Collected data
•••

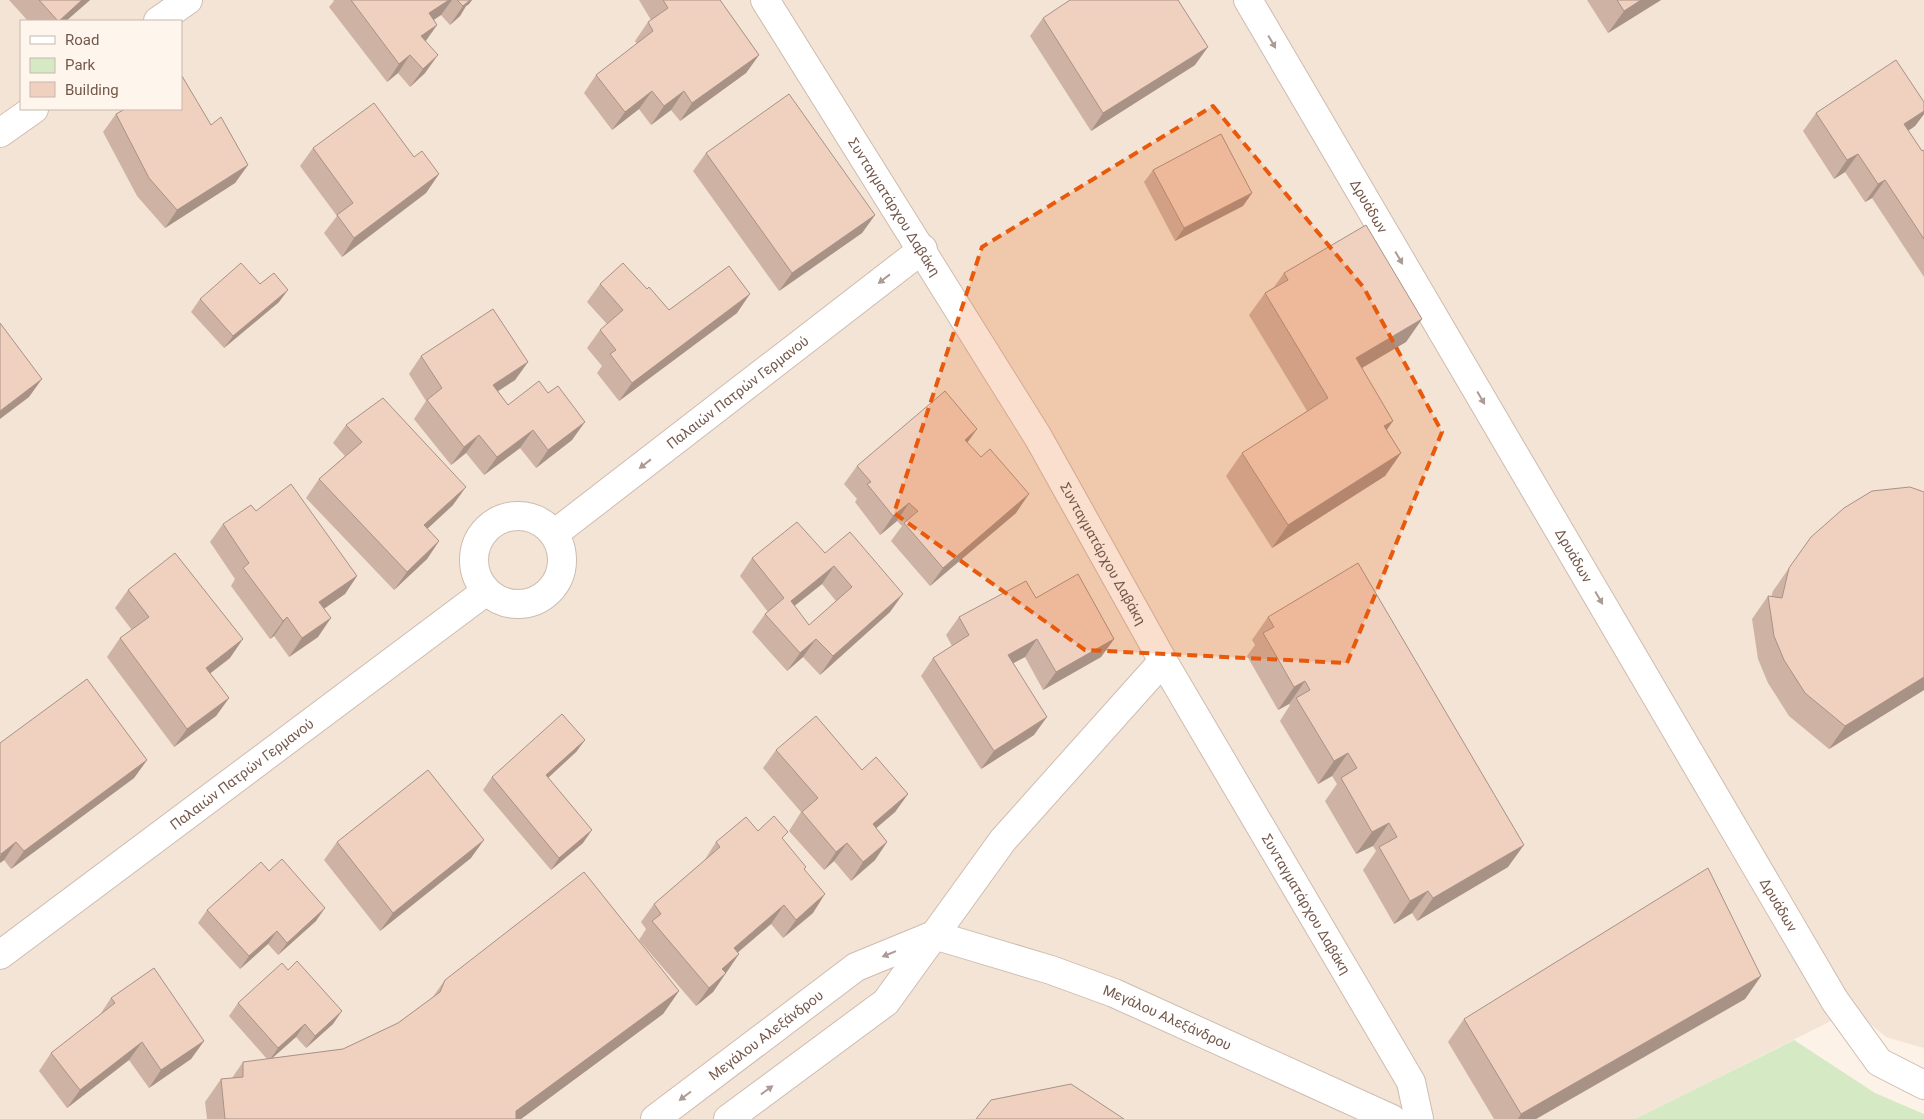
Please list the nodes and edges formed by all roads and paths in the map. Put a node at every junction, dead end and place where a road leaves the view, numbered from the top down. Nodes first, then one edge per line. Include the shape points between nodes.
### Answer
1 (188, 0) edge
2 (765, 0) edge
3 (1248, 0) edge
4 (159, 20) edge
5 (33, 110) edge
6 (0, 133) edge
7 (923, 249) junction
8 (554, 534) junction
9 (485, 592) junction
10 (1162, 661) junction
11 (934, 935) junction
12 (0, 955) edge
13 (1924, 1085) edge
14 (655, 1119) edge
15 (728, 1119) edge
16 (1392, 1119) edge
17 (1419, 1119) edge

1 - 4 street
2 - 7 street, Συνταγματάρχου Δαβάκη
3 -> 13 street, Δρυάδων via 1835,1001 1879,1062
5 - 6 street
7 -> 8 street, Παλαιών Πατρών Γερμανού
7 - 10 street, Συνταγματάρχου Δαβάκη via 1038,438
8 - 9 street via 561,547 562,562 552,589 527,604 498,600
8 - 9 street via 531,517 516,515 501,518 488,526 479,537 473,565
9 - 12 street, Παλαιών Πατρών Γερμανού
10 - 11 street via 1004,840
10 - 17 street, Συνταγματάρχου Δαβάκη via 1411,1082
11 -> 14 street, Μεγάλου Αλεξάνδρου via 856,967
15 -> 11 street via 886,1002
11 - 16 street, Μεγάλου Αλεξάνδρου via 1051,970 1114,994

•••

__Exercise aim__.
Copy out each record shown above without alteration, skipping any picture.

__Output for this exercise__.
Please list the nodes and edges formed by all roads and paths in the map. Put a node at every junction, dead end and place where a road leaves the view, numbered from the top down. Nodes first, then one edge per line. Include the shape points between nodes.
### Answer
1 (188, 0) edge
2 (765, 0) edge
3 (1248, 0) edge
4 (159, 20) edge
5 (33, 110) edge
6 (0, 133) edge
7 (923, 249) junction
8 (554, 534) junction
9 (485, 592) junction
10 (1162, 661) junction
11 (934, 935) junction
12 (0, 955) edge
13 (1924, 1085) edge
14 (655, 1119) edge
15 (728, 1119) edge
16 (1392, 1119) edge
17 (1419, 1119) edge

1 - 4 street
2 - 7 street, Συνταγματάρχου Δαβάκη
3 -> 13 street, Δρυάδων via 1835,1001 1879,1062
5 - 6 street
7 -> 8 street, Παλαιών Πατρών Γερμανού
7 - 10 street, Συνταγματάρχου Δαβάκη via 1038,438
8 - 9 street via 561,547 562,562 552,589 527,604 498,600
8 - 9 street via 531,517 516,515 501,518 488,526 479,537 473,565
9 - 12 street, Παλαιών Πατρών Γερμανού
10 - 11 street via 1004,840
10 - 17 street, Συνταγματάρχου Δαβάκη via 1411,1082
11 -> 14 street, Μεγάλου Αλεξάνδρου via 856,967
15 -> 11 street via 886,1002
11 - 16 street, Μεγάλου Αλεξάνδρου via 1051,970 1114,994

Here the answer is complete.